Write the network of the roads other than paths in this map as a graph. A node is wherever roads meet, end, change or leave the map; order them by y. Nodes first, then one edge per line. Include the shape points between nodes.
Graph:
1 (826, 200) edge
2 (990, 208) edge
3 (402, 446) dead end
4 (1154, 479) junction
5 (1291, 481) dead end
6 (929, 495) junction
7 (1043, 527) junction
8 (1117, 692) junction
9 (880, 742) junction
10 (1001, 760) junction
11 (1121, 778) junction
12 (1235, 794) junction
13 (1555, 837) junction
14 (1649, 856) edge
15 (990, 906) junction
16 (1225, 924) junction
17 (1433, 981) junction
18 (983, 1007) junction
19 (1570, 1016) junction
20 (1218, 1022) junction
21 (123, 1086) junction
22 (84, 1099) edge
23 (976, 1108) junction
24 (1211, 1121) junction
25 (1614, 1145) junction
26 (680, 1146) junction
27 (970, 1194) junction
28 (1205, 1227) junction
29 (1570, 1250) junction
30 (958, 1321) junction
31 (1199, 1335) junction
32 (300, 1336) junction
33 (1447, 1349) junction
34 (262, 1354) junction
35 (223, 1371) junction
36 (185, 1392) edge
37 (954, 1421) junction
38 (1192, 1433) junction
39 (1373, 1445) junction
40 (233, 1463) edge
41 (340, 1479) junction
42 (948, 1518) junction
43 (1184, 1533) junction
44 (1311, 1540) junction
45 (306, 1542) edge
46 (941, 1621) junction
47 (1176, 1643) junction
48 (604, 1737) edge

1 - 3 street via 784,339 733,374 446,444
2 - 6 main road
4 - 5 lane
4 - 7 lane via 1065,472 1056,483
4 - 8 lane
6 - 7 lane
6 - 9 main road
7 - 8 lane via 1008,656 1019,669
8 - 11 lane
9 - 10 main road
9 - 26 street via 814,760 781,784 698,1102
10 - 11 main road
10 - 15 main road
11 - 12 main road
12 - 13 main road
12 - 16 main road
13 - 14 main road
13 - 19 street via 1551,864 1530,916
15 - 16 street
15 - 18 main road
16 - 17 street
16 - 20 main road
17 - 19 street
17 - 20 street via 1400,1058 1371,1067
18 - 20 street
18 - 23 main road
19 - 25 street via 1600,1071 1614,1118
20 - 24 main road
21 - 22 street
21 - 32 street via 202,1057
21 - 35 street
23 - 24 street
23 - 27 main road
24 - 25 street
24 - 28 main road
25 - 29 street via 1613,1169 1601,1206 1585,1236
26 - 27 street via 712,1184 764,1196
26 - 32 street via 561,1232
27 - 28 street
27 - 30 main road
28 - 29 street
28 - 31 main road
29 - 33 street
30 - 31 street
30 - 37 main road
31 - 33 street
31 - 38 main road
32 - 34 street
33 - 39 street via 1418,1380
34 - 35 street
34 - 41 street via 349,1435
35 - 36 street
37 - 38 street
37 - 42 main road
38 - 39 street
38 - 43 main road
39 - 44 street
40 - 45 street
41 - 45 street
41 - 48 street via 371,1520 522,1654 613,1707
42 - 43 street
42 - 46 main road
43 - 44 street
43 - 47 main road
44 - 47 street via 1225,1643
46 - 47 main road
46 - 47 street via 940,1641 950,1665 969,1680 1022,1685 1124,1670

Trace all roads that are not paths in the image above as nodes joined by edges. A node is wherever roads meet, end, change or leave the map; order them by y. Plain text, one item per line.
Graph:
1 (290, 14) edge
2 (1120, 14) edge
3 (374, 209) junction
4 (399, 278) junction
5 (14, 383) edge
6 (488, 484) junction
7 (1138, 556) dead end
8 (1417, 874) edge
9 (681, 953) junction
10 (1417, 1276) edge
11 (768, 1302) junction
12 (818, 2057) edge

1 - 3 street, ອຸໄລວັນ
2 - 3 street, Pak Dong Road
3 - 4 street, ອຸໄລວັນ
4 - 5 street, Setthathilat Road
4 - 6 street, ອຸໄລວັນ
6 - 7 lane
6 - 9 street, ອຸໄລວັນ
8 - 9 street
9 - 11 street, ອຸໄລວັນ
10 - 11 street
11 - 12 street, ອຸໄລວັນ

####

The material must be written out again in full and without changes.

- Answer space -
Write the network of the roads other than paths in this map as a graph. A node is wherever roads meet, end, change or leave the map; order them by y. Nodes first, then one edge per line. Include the shape points between nodes.
Graph:
1 (826, 200) edge
2 (990, 208) edge
3 (402, 446) dead end
4 (1154, 479) junction
5 (1291, 481) dead end
6 (929, 495) junction
7 (1043, 527) junction
8 (1117, 692) junction
9 (880, 742) junction
10 (1001, 760) junction
11 (1121, 778) junction
12 (1235, 794) junction
13 (1555, 837) junction
14 (1649, 856) edge
15 (990, 906) junction
16 (1225, 924) junction
17 (1433, 981) junction
18 (983, 1007) junction
19 (1570, 1016) junction
20 (1218, 1022) junction
21 (123, 1086) junction
22 (84, 1099) edge
23 (976, 1108) junction
24 (1211, 1121) junction
25 (1614, 1145) junction
26 (680, 1146) junction
27 (970, 1194) junction
28 (1205, 1227) junction
29 (1570, 1250) junction
30 (958, 1321) junction
31 (1199, 1335) junction
32 (300, 1336) junction
33 (1447, 1349) junction
34 (262, 1354) junction
35 (223, 1371) junction
36 (185, 1392) edge
37 (954, 1421) junction
38 (1192, 1433) junction
39 (1373, 1445) junction
40 (233, 1463) edge
41 (340, 1479) junction
42 (948, 1518) junction
43 (1184, 1533) junction
44 (1311, 1540) junction
45 (306, 1542) edge
46 (941, 1621) junction
47 (1176, 1643) junction
48 (604, 1737) edge

1 - 3 street via 784,339 733,374 446,444
2 - 6 main road
4 - 5 lane
4 - 7 lane via 1065,472 1056,483
4 - 8 lane
6 - 7 lane
6 - 9 main road
7 - 8 lane via 1008,656 1019,669
8 - 11 lane
9 - 10 main road
9 - 26 street via 814,760 781,784 698,1102
10 - 11 main road
10 - 15 main road
11 - 12 main road
12 - 13 main road
12 - 16 main road
13 - 14 main road
13 - 19 street via 1551,864 1530,916
15 - 16 street
15 - 18 main road
16 - 17 street
16 - 20 main road
17 - 19 street
17 - 20 street via 1400,1058 1371,1067
18 - 20 street
18 - 23 main road
19 - 25 street via 1600,1071 1614,1118
20 - 24 main road
21 - 22 street
21 - 32 street via 202,1057
21 - 35 street
23 - 24 street
23 - 27 main road
24 - 25 street
24 - 28 main road
25 - 29 street via 1613,1169 1601,1206 1585,1236
26 - 27 street via 712,1184 764,1196
26 - 32 street via 561,1232
27 - 28 street
27 - 30 main road
28 - 29 street
28 - 31 main road
29 - 33 street
30 - 31 street
30 - 37 main road
31 - 33 street
31 - 38 main road
32 - 34 street
33 - 39 street via 1418,1380
34 - 35 street
34 - 41 street via 349,1435
35 - 36 street
37 - 38 street
37 - 42 main road
38 - 39 street
38 - 43 main road
39 - 44 street
40 - 45 street
41 - 45 street
41 - 48 street via 371,1520 522,1654 613,1707
42 - 43 street
42 - 46 main road
43 - 44 street
43 - 47 main road
44 - 47 street via 1225,1643
46 - 47 main road
46 - 47 street via 940,1641 950,1665 969,1680 1022,1685 1124,1670

Trace all roads that are not paths in the image above as nodes joined by edges. A node is wherever roads meet, end, change or leave the map; order them by y. Plain text, one item per line.
Graph:
1 (290, 14) edge
2 (1120, 14) edge
3 (374, 209) junction
4 (399, 278) junction
5 (14, 383) edge
6 (488, 484) junction
7 (1138, 556) dead end
8 (1417, 874) edge
9 (681, 953) junction
10 (1417, 1276) edge
11 (768, 1302) junction
12 (818, 2057) edge

1 - 3 street, ອຸໄລວັນ
2 - 3 street, Pak Dong Road
3 - 4 street, ອຸໄລວັນ
4 - 5 street, Setthathilat Road
4 - 6 street, ອຸໄລວັນ
6 - 7 lane
6 - 9 street, ອຸໄລວັນ
8 - 9 street
9 - 11 street, ອຸໄລວັນ
10 - 11 street
11 - 12 street, ອຸໄລວັນ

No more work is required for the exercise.